RNA作为生命体的核心调控分子，其功能实现依赖于复杂的三维结构动态变化。在CRISPR/Cas9基因编辑系统中，单链引导RNA（sgRNA）如同"分子导航仪"，指导Cas9蛋白精准定位目标DNA。然而，传统sgRNA设计面临两大瓶颈：一是天然sgRNA序列多样性有限，难以满足多基因编辑需求；二是RNA-蛋白质相互作用动态性导致结构预测困难，使得理性设计举步维艰。

北京航空航天大学航天中心医院消化内科与北京理工大学生命学院联合团队在《Briefings in Bioinformatics》发表创新成果。研究人员开发了名为sgRNAGen的深度学习模型，该模型采用Transformer架构，通过46,003条crRNA序列训练，结合马尔可夫链蒙特卡洛（MCMC）采样优化，生成具有功能多样性的sgRNA变体。研究团队进一步引入AlphaFold 3（AF3）进行结构预测筛选，发现界面预测TM-score（ipTM）可作为功能活性指标。通过分子动力学（MD）模拟揭示，REC结构域与sgRNA的相互作用稳定性是编辑效率的关键决定因素。

关键技术方法包括：1）基于Transformer的自回归生成模型构建；2）结合RNAfold的二级结构约束采样；3）AF3预测的ipTM和pTM评分系统；4）1.8微秒时长的全原子分子动力学模拟；5）使用枯草芽孢杆菌secY基因的生长选择系统进行功能验证。

生成模型验证

通过比较限制性采样与自回归生成方法，发现前者能更好保持sgRNA特征结构。实验验证50条设计序列中，8条保持>80%编辑效率，A49变体达到75%敲除效率。线性判别分析（LDA）鉴定出22、34等关键位点，其中环区突变表现出较高耐受性。

AF3预测效能

AF3预测显示，sgRNA-Cas9界面ipTM与实验活性显著相关（AUROC=0.67）。设定ipTM>0.85和RMSD≤1?的筛选标准后，F1-F9变体均实现100%切割效率。例外变体A13的MD模拟揭示其REC结构域结合不稳定性，印证了动态相互作用的重要性。

应用验证

在169.5kb大片段删除实验中，设计sgRNA组合效率达100%，显著优于单sgRNA系统。多基因编辑（nprE+uprA）联合效率达62.5%。利用失活SpRY（dSpRY）蛋白构建的CRISPRi系统，实现34.6-73.4%的梯度基因抑制。

该研究建立了"序列生成-结构筛选-动态验证"的RNA设计新范式。

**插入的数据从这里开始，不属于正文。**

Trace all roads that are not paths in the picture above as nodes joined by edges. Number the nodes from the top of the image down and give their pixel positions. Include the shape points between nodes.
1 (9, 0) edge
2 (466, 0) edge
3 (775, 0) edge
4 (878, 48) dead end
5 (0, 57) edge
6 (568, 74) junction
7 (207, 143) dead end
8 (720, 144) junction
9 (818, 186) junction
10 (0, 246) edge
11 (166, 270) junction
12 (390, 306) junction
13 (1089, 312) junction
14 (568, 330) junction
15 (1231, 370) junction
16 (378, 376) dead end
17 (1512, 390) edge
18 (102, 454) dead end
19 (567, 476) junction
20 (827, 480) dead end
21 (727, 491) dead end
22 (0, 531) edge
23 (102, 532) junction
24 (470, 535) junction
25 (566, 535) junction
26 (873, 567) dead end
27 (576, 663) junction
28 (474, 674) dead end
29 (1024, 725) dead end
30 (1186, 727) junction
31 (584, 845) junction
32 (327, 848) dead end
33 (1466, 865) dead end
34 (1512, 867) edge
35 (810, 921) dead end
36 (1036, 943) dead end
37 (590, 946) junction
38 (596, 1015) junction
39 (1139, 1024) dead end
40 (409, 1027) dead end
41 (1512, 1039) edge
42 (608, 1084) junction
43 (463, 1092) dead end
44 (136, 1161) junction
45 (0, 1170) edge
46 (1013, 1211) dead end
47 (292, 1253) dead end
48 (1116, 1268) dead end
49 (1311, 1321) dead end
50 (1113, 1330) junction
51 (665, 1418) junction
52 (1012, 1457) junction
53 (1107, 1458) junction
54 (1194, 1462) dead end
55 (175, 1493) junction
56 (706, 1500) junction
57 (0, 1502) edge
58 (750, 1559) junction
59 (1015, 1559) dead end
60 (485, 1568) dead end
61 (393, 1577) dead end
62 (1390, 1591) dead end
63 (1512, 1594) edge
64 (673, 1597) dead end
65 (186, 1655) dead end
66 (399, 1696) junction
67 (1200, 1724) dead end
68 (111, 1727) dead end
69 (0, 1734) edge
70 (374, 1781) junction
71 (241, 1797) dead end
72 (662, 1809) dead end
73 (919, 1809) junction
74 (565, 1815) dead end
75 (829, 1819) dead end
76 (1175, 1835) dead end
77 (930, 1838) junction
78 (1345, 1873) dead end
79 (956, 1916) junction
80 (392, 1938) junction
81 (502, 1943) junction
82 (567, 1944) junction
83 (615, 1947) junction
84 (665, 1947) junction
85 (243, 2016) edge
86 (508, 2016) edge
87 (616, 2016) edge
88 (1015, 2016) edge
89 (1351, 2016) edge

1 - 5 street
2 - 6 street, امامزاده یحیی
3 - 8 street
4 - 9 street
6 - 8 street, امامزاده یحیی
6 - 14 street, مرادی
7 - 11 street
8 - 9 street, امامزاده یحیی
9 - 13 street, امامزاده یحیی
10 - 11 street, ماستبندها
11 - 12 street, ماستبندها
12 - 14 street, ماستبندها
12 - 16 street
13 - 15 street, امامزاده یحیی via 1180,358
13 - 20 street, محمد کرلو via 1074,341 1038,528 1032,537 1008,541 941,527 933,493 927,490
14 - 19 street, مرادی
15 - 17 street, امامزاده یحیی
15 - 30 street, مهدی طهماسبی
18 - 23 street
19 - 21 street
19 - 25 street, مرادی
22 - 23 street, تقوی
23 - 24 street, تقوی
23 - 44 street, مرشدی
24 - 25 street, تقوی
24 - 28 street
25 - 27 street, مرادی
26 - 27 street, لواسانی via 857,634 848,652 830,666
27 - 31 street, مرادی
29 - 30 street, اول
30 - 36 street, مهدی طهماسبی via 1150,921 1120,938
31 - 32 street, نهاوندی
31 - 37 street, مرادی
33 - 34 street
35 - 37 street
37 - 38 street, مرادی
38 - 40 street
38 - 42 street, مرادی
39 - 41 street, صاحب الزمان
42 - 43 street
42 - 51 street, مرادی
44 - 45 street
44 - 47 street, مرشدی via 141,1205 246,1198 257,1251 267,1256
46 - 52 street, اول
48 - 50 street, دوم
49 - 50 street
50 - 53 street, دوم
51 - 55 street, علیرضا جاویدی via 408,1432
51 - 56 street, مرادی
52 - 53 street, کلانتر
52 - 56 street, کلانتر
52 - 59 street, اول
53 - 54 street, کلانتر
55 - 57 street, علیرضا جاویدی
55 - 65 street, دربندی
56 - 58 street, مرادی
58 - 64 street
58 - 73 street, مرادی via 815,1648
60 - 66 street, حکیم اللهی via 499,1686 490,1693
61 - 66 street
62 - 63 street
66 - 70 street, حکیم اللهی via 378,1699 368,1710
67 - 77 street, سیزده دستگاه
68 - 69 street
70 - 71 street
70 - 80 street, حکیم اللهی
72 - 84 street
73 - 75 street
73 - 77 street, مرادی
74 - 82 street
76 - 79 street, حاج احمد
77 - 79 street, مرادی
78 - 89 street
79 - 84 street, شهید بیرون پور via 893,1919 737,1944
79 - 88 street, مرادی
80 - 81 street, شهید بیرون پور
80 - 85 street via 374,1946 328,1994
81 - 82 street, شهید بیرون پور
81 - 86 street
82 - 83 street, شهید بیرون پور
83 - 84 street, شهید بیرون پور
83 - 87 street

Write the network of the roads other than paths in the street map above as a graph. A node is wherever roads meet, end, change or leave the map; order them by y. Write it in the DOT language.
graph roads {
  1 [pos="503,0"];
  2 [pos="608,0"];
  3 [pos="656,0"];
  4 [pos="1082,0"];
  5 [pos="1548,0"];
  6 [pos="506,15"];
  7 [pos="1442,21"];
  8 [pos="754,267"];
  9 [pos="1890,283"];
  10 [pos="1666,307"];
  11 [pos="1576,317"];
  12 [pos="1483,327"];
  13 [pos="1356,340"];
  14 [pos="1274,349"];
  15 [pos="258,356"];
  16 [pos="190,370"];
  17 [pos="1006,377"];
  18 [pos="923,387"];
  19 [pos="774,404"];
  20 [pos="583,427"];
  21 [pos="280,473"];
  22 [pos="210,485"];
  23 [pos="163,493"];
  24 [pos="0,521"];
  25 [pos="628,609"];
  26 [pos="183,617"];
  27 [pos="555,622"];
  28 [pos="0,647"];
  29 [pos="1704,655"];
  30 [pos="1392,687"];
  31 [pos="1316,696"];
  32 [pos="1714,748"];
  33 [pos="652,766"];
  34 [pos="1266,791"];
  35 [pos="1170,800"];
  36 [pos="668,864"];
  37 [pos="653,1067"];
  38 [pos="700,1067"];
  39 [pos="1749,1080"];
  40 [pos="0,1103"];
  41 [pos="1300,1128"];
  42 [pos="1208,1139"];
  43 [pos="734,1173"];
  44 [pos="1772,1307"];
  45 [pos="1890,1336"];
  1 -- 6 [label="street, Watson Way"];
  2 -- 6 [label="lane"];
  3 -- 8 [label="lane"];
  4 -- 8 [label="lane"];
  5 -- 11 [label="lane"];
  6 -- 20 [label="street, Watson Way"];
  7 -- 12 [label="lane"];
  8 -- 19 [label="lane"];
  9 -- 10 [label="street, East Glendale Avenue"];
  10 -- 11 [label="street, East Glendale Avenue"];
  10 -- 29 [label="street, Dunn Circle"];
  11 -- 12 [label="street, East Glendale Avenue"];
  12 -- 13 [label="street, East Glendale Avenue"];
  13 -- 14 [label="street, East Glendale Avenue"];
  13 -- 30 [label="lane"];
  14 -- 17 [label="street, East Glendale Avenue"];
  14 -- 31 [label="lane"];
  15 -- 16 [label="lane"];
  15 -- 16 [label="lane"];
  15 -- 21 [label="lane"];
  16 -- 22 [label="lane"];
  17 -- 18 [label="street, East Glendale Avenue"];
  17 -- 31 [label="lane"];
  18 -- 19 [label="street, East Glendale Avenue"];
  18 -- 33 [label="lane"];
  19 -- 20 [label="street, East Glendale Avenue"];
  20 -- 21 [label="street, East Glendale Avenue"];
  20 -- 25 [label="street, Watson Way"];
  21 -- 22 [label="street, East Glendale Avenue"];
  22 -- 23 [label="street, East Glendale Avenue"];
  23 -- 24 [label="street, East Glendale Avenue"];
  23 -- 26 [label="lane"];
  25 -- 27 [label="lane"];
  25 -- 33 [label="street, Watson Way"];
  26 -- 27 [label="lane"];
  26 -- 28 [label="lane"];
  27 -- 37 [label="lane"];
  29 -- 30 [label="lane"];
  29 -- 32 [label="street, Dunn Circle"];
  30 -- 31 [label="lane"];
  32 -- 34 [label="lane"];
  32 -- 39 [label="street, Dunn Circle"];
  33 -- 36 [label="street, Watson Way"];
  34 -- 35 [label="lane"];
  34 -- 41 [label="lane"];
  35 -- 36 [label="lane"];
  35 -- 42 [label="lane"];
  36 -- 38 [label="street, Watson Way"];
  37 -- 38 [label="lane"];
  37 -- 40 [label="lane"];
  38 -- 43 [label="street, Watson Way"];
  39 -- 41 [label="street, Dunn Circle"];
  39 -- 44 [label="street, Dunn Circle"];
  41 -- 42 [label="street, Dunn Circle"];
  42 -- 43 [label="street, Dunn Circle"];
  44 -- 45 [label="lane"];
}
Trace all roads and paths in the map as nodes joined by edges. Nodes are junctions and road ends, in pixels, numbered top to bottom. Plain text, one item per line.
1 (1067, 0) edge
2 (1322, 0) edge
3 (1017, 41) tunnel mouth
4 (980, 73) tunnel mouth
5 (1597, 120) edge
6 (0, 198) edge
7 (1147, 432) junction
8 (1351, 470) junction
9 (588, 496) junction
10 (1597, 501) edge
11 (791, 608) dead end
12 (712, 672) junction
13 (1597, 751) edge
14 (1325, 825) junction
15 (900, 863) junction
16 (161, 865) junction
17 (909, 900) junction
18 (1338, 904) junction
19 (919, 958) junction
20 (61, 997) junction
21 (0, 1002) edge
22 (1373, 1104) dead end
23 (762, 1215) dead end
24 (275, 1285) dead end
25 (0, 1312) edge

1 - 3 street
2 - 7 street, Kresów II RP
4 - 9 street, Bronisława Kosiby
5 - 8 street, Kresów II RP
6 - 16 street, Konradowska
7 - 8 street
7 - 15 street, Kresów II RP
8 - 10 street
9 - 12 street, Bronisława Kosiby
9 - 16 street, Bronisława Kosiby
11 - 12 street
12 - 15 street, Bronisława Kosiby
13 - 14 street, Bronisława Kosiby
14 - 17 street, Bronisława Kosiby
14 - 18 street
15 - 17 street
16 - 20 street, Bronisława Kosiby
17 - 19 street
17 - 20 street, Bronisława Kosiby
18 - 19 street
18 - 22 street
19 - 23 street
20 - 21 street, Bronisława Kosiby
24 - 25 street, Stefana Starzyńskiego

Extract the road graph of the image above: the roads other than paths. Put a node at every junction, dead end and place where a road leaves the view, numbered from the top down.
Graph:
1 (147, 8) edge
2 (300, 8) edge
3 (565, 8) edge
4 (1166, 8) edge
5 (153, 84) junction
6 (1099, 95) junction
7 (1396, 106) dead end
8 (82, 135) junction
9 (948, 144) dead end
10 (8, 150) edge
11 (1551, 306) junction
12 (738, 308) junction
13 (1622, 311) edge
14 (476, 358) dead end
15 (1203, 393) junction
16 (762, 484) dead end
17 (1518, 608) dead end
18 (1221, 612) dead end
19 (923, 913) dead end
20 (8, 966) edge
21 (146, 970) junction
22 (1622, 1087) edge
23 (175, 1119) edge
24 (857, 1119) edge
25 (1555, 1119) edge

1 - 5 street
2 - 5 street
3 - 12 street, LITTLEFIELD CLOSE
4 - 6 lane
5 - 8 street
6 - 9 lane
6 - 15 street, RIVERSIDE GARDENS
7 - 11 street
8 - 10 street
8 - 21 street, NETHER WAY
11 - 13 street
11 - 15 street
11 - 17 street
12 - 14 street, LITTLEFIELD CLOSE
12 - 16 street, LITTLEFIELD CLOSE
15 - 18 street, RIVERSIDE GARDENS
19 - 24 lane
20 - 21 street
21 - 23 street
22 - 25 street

创新性体现在三方面：首先，sgRNAGen模型突破了天然序列限制，生成变体与原型序列差异达40%仍保持功能；其次，证实AF3预测可替代部分实验筛选，将设计周期从数月缩短至数天；最后，揭示的REC-sgRNA相互作用机制为后续优化提供新靶点。这些发现不仅推动CRISPR工具开发，更为设计调控RNA-蛋白质相互作用的 therapeutics 奠定基础。